You may not be familiar with the man himself, but you definitely know some of the big name projects he helmed.

In the 90s, after serving as chairman of Walt Disney Studios, Katzenberg went on to found his own animation powerhouse, Dreamworks Animation. There, he would produce everything from "Chicken Run" to "Shrek" — and really, need we say more?

From Katzenberg's seasoned perspective, the industry has already undergone tumultuous change in the past decade, and with AI it's set to become even more revolutionized in the decade to follow.

"It's been explosive over the last 10 years," said Katzenberg, per The Hollywood Reporter. "I think if you look at how media has been impacted in the last 10 years by the introduction of digital technology, what will happen in the next 10 years will be 10 times as great, literally, by a factor greater."

Peeling the Onion

There's no doubt that AI has already had a huge impact on industries outside of animation, with major publishers like Red Ventures and Axel Springer laying off their writers, and tech giants like IBM planning to replace thousands of jobs with the technology.

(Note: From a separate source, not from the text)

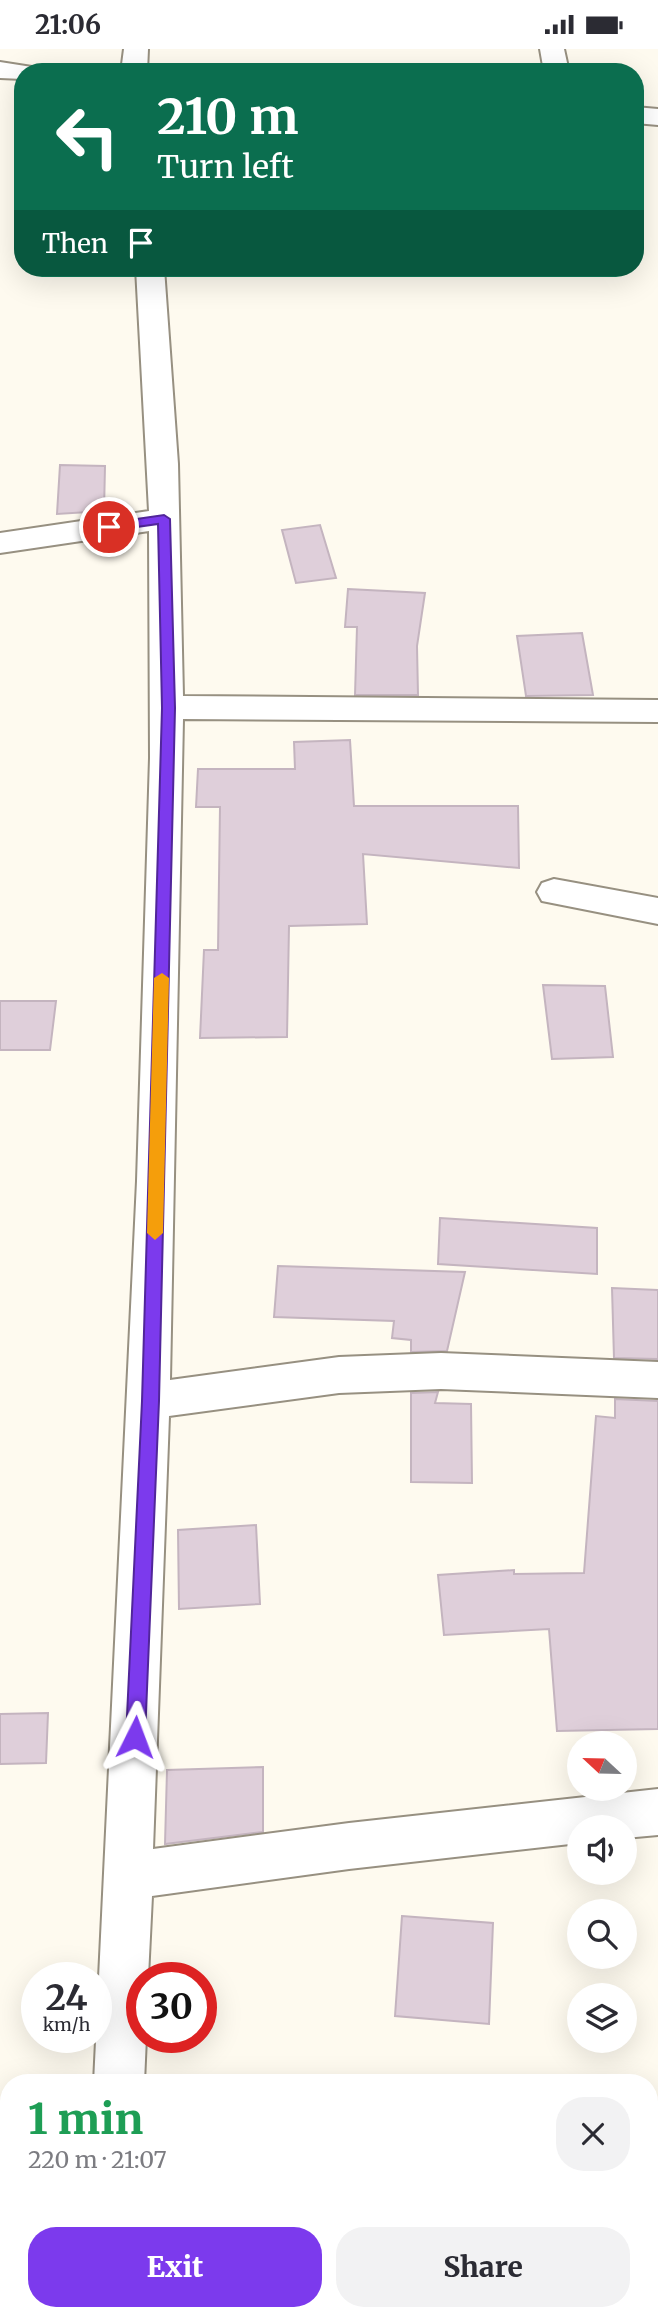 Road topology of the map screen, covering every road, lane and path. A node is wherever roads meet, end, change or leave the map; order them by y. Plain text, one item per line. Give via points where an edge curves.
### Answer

But Katzenberg hasn't always had his fingers on the animation industry's pulse. His "handling" of the 1985 flop and then-most-expensive-animated-feature-ever,  "The Black Cauldron" — like forcing entire sequences to be re-done last minute and furiously editing the movie into oblivion against the producer's wishes — nearly killed Disney Animation, which would almost seem unthinkable today.

Katzenberg also founded the historic disaster Quibi, a streaming service that offered fake-looking TV shows and movies meant to be intermittently watched on your phone the same way you might peek at a TikTok while waiting in line. Naturally, movie people stuck to watching normal movies on places like Netflix and TikTok people continued to just watch TikToks, and Katzenberg's venture set fire to $2 billion of investor's money.

So, our brave and tireless animators might take solace in the fact that this guy has sometimes been very wrong.